Landolt's 1977 publication of ecological Indicator values and biological attributes of the flora of Switzerland and the Alps made him internationally known. In 2010 it was published in the second edition.

He also made many exploratory trips to tropical and subtropical countries to collect Lemnoideae, resulting in a unique collection of living duckweed and herbarium specimens from which many researchers have obtained the objects for their work. The original collection is still in Zürich. A copy of the collection is maintained in the United States at Rutgers University; a small part of the collection is also available at the Friedrich Schiller University Jena.

In addition to his research activities, Landolt was involved in numerous botany and nature conservation associations and commissions, such as Pro Natura (formerly the Swiss League for the Protection of Nature), the Zürich and Swiss Botanical Societies, the Naturforschende Gesellschaft in Zürich, the Swiss Greina Foundation for the Conservation of Alpine Rivers, the Sihlwald Nature Conservation Foundation, and the Sitatunga Foundation for Nature Conservation.

== Honors ==
In honor of Elias Landolt, a genus of duckweed was named Landoltia by Donald H. Les & Daniel J. Crawford.

A small-leaved linden (Tilia cordata), which now grows in the Zürich city park known as the J.-R.-von-Salis-Anlage (located in the Zürich Hirschengraben), was planted by Pro Natura in memory of its longtime honorary president.

==Selected publications==
In addition to publications intended for the narrower scientific community, Landolt knew how to write those that appealed to an interested lay public.

Flora of Switzerland and the Alps
- Die Artengruppen des Ranunculus montanus Willd. in den Alpen und im Jura.

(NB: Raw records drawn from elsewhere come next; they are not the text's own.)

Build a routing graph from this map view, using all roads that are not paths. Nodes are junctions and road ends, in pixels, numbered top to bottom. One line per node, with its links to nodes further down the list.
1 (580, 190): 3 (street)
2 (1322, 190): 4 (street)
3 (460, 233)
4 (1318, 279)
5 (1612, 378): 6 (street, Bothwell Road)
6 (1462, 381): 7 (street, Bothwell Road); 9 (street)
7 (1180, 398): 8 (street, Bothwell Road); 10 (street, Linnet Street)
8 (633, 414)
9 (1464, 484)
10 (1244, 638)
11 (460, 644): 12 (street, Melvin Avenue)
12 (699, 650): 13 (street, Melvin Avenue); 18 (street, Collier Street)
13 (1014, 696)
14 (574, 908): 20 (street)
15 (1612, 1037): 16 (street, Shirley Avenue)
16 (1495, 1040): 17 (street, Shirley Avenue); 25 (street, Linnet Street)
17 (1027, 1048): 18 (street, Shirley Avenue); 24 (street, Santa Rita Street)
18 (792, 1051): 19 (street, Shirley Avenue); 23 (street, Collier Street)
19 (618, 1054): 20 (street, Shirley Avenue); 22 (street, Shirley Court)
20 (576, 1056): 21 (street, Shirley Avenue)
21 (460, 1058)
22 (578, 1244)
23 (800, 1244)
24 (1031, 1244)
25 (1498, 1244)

Zytologisch-systematische Untersuchungen. Dissertation ETH, Bern 1954. published in: Bericht der Schweizerischen Botanischen Gesellschaft, vol. 64, pp. 9–84.
- Unsere Alpenflora. 1st edition, SAC-Verlag, Bern 1960; 8th edition 2012.
- with H. Hess and R. Hirzel: Flora der Schweiz. Birkhäuser Verlag, Basel/Boston/Berlin 1967. (3 vols.)
- Flora der Stadt Zürich. Birkhäuser Verlag, Basel/Boston/Berlin 2001.
- Flora indicativa. Ökologische Zeigerwerte und biologische Kennzeichen zur Flora der Schweiz und der Alpen. Haupt Verlag, Bern 1977, 2010.
- Flora des Sihltals von der Stadt Zürich bis zum Höhronen (PDF; 6,7 MB) und Karten zur Flora des Sihltals (PDF; 3,7 MB), published by Fachstelle Naturschutz Kanton Zürich. 2013.

Duckweeds
- Physiologische und ökologische Untersuchungen an Lemnaceen. Habilitationsschrift ETH, 1957. published in: Berichte der Schweizerischen Botanischen Gesellschaft, vol. 67, pp. 271–410.
- The Family of Lemnaceae – a monographic study. vol. 1. Zürich 1986 (= Veröffentlichungen des Geobotanischen Instituts der ETH, Stiftung Rübel in Zürich, Heft 71).
- with R. Kandeler: The Family of Lemnaceae – a monographic study. vol. 2. Zürich 1987 (= Veröffentlichungen des Geobotanischen Instituts der ETH, Stiftung Rübel in Zürich, Heft 95).

Further reading
- Die Entwicklung der Botanik an der ETH in Zürich. In: Botanica Helvetica, 100/3, 1990, pp. 353–374. e-lib.ch
- Vom Sinn und Unsinn botanischer Nomenklatur. In: Botanica Helvetica, 101/1, 1991, pp. 1–7. e-lib.ch
- Elias Landolt 1821–1896. Ein Leben für den Wald. Beer, Zürich 2002 (= Neujahrsblatt auf das Jahr 2002, hrsg. von der Gelehrten Gesellschaft in Zürich).